What you need to do:
Narrow the data below down to the lines containing "pinky".

Exercise material:
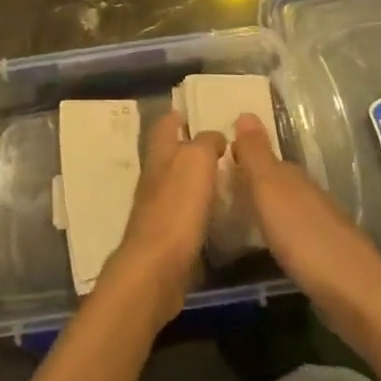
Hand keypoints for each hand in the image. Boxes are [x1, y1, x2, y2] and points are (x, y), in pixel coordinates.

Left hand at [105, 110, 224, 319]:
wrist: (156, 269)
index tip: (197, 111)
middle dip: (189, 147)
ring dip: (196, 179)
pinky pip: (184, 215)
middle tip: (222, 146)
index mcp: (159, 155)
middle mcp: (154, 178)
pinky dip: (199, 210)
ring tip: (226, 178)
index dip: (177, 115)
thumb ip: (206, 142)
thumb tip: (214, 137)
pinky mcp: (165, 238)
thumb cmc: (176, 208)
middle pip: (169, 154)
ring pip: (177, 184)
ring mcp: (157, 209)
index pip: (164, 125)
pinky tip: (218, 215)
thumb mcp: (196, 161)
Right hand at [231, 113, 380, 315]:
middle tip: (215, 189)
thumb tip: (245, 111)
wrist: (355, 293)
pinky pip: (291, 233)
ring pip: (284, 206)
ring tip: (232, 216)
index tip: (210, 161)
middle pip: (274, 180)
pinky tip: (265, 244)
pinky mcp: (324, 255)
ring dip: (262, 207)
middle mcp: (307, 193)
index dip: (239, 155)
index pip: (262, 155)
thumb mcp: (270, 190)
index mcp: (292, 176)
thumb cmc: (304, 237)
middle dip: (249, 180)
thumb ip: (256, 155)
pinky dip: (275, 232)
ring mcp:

Your response:
pinky pip: (184, 215)
pinky dip: (199, 210)
pinky mcp: (165, 238)
pinky tip: (218, 215)
pinky pip: (291, 233)
pinky tip: (265, 244)
pinky mcp: (324, 255)
pinky dip: (275, 232)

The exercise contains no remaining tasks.